Start of Dataset records

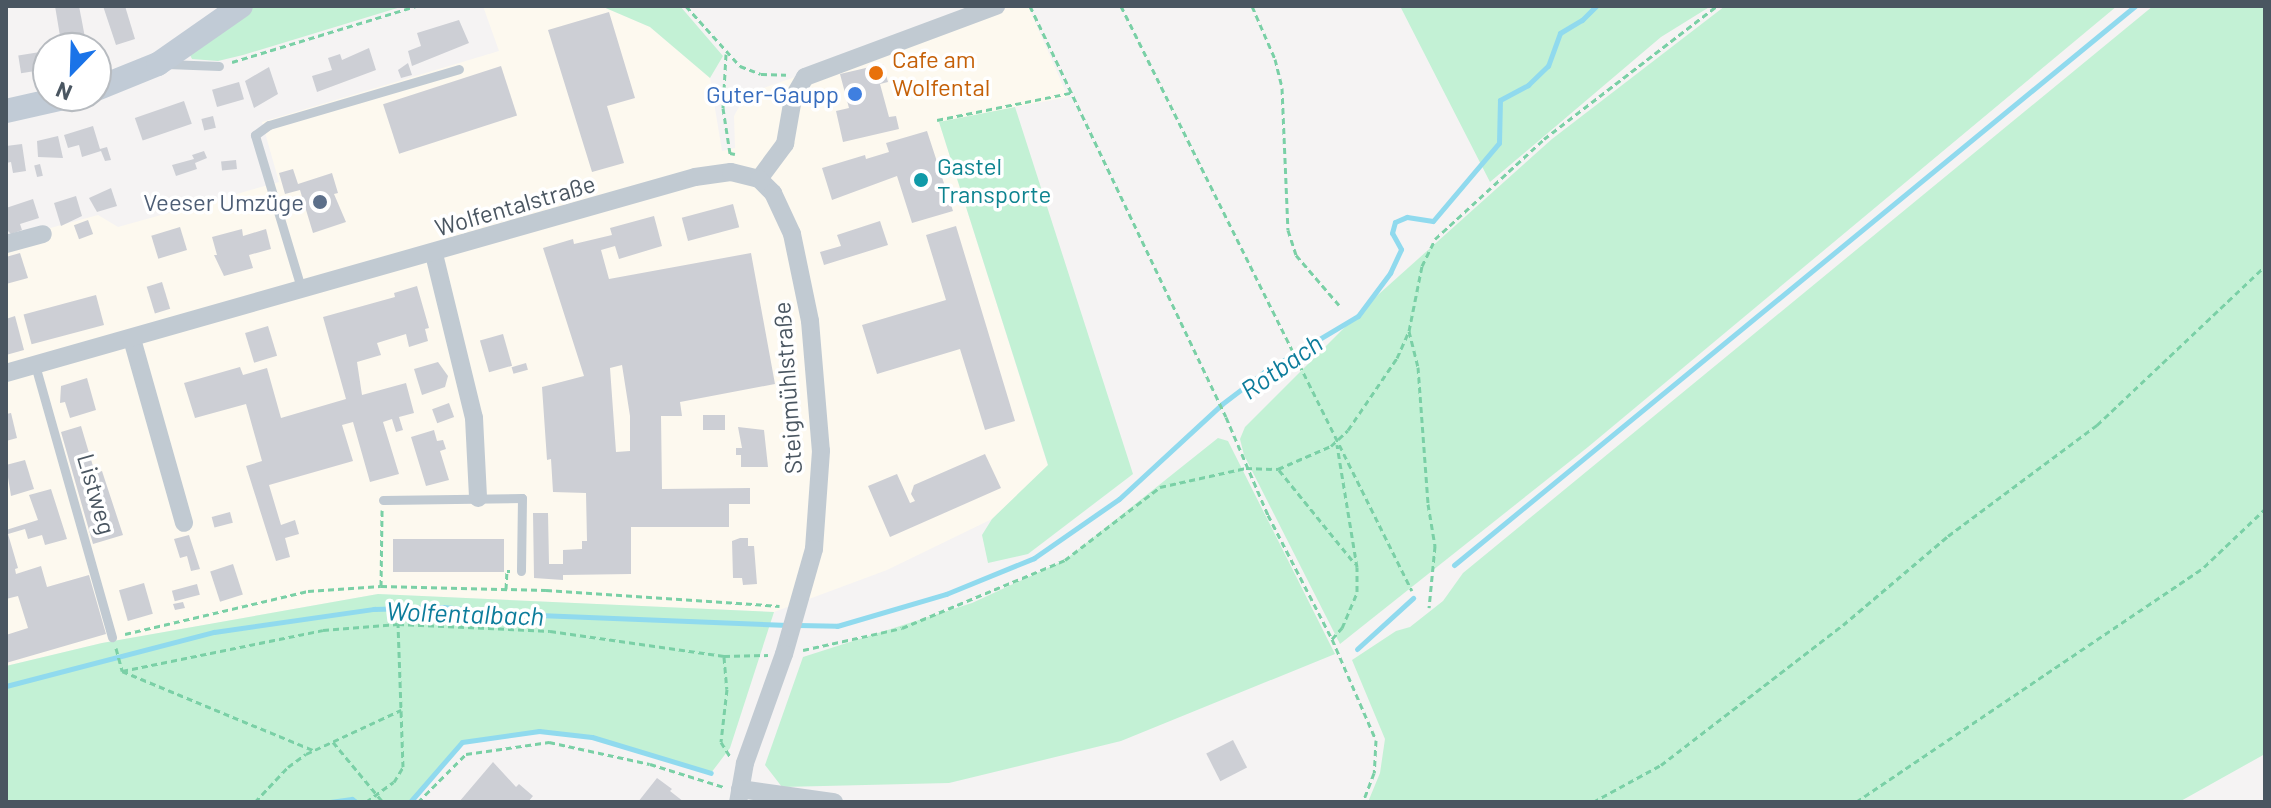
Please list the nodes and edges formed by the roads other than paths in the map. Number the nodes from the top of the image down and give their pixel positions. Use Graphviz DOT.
graph roads {
  1 [pos="241,6"];
  2 [pos="996,6"];
  3 [pos="158,64"];
  4 [pos="219,66"];
  5 [pos="459,69"];
  6 [pos="112,83"];
  7 [pos="32,105"];
  8 [pos="6,111"];
  9 [pos="756,174"];
  10 [pos="43,234"];
  11 [pos="6,244"];
  12 [pos="434,254"];
  13 [pos="302,291"];
  14 [pos="132,339"];
  15 [pos="35,365"];
  16 [pos="6,373"];
  17 [pos="478,498"];
  18 [pos="383,500"];
  19 [pos="184,523"];
  20 [pos="521,571"];
  21 [pos="112,637"];
  22 [pos="739,796"];
  23 [pos="834,802"];
  1 -- 3 [label="main road"];
  2 -- 9 [label="street"];
  3 -- 4 [label="lane"];
  3 -- 6 [label="main road"];
  5 -- 13 [label="lane"];
  7 -- 8 [label="main road"];
  9 -- 12 [label="street, Wolfentalstraße"];
  9 -- 22 [label="street, Steigmühlstraße"];
  10 -- 11 [label="street"];
  12 -- 13 [label="street, Wolfentalstraße"];
  12 -- 17 [label="street"];
  13 -- 14 [label="street, Wolfentalstraße"];
  14 -- 15 [label="street, Wolfentalstraße"];
  14 -- 19 [label="street"];
  15 -- 16 [label="street, Wolfentalstraße"];
  15 -- 21 [label="lane, Listweg"];
  17 -- 18 [label="lane"];
  17 -- 20 [label="lane"];
  22 -- 23 [label="street"];
}
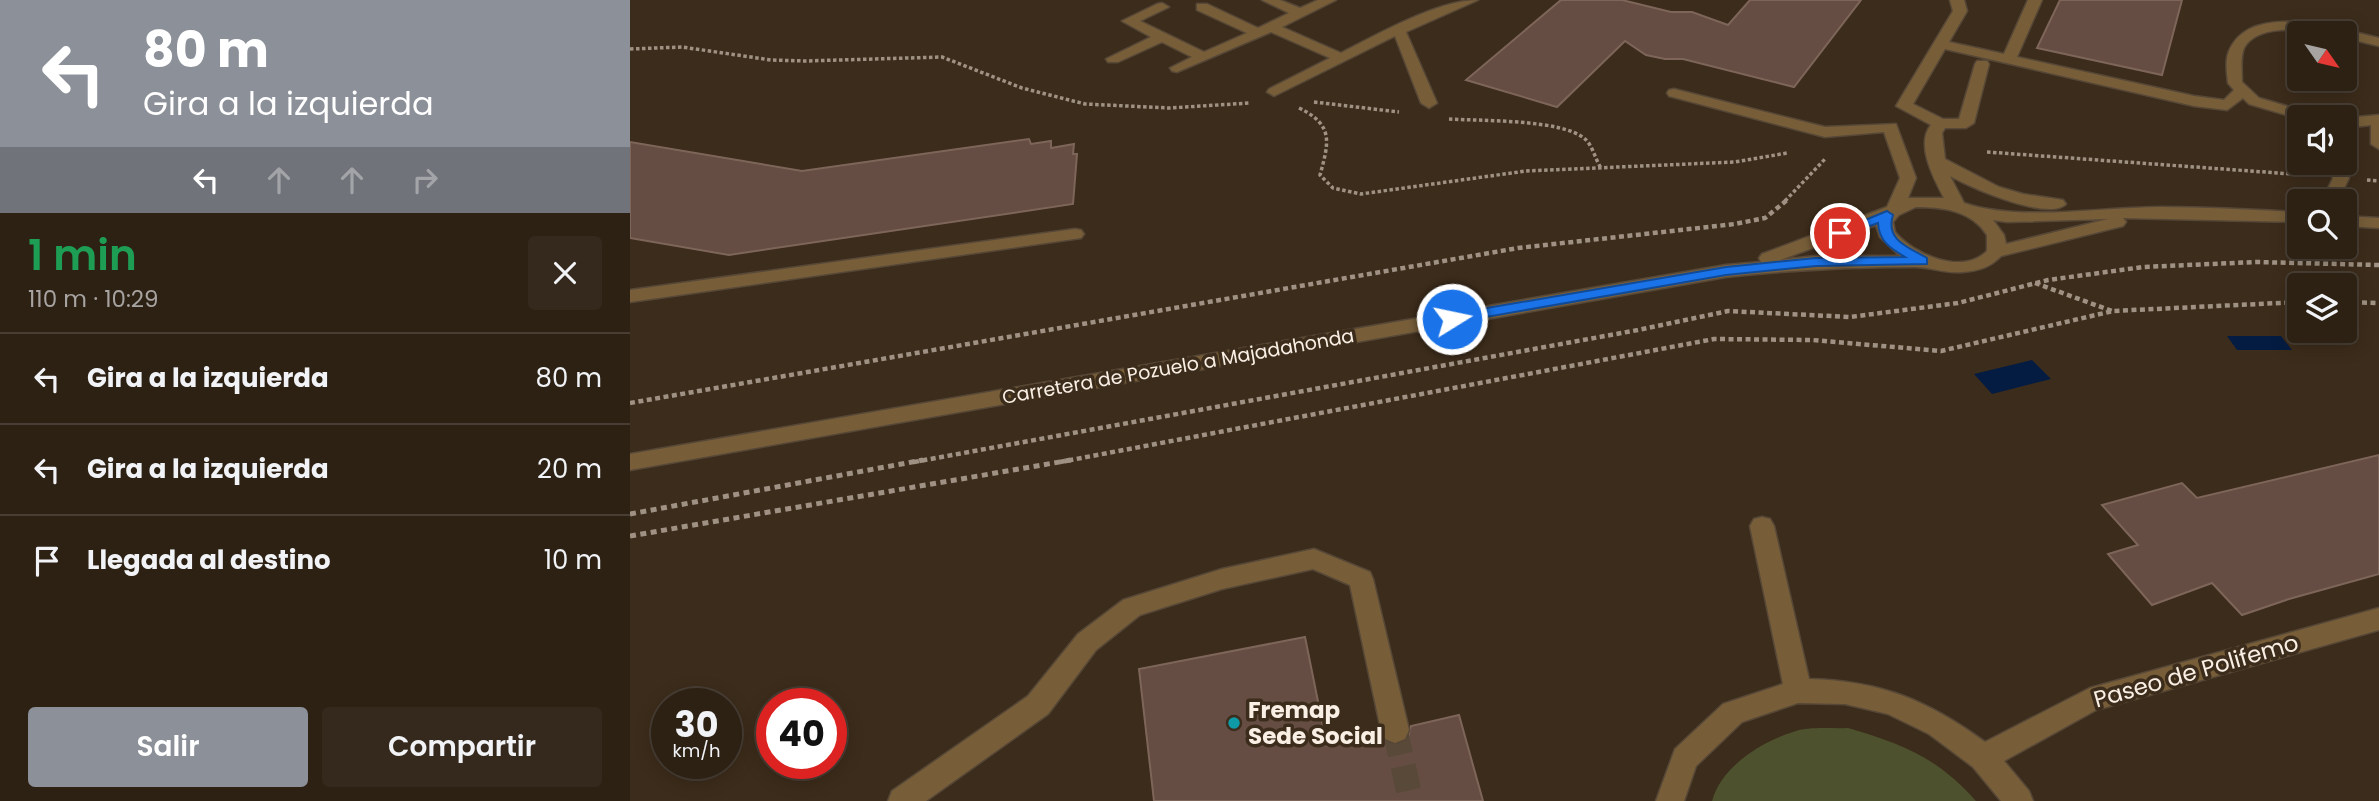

End of Dataset records

** How to complete this task **
Every line above is to be returned exactly, with its pictures removed.

** Solved problem **
Please list the nodes and edges formed by the roads other than paths in the map. Number the nodes from the top of the image down and give their pixel positions. Use Graphviz DOT.
graph roads {
  1 [pos="241,6"];
  2 [pos="996,6"];
  3 [pos="158,64"];
  4 [pos="219,66"];
  5 [pos="459,69"];
  6 [pos="112,83"];
  7 [pos="32,105"];
  8 [pos="6,111"];
  9 [pos="756,174"];
  10 [pos="43,234"];
  11 [pos="6,244"];
  12 [pos="434,254"];
  13 [pos="302,291"];
  14 [pos="132,339"];
  15 [pos="35,365"];
  16 [pos="6,373"];
  17 [pos="478,498"];
  18 [pos="383,500"];
  19 [pos="184,523"];
  20 [pos="521,571"];
  21 [pos="112,637"];
  22 [pos="739,796"];
  23 [pos="834,802"];
  1 -- 3 [label="main road"];
  2 -- 9 [label="street"];
  3 -- 4 [label="lane"];
  3 -- 6 [label="main road"];
  5 -- 13 [label="lane"];
  7 -- 8 [label="main road"];
  9 -- 12 [label="street, Wolfentalstraße"];
  9 -- 22 [label="street, Steigmühlstraße"];
  10 -- 11 [label="street"];
  12 -- 13 [label="street, Wolfentalstraße"];
  12 -- 17 [label="street"];
  13 -- 14 [label="street, Wolfentalstraße"];
  14 -- 15 [label="street, Wolfentalstraße"];
  14 -- 19 [label="street"];
  15 -- 16 [label="street, Wolfentalstraße"];
  15 -- 21 [label="lane, Listweg"];
  17 -- 18 [label="lane"];
  17 -- 20 [label="lane"];
  22 -- 23 [label="street"];
}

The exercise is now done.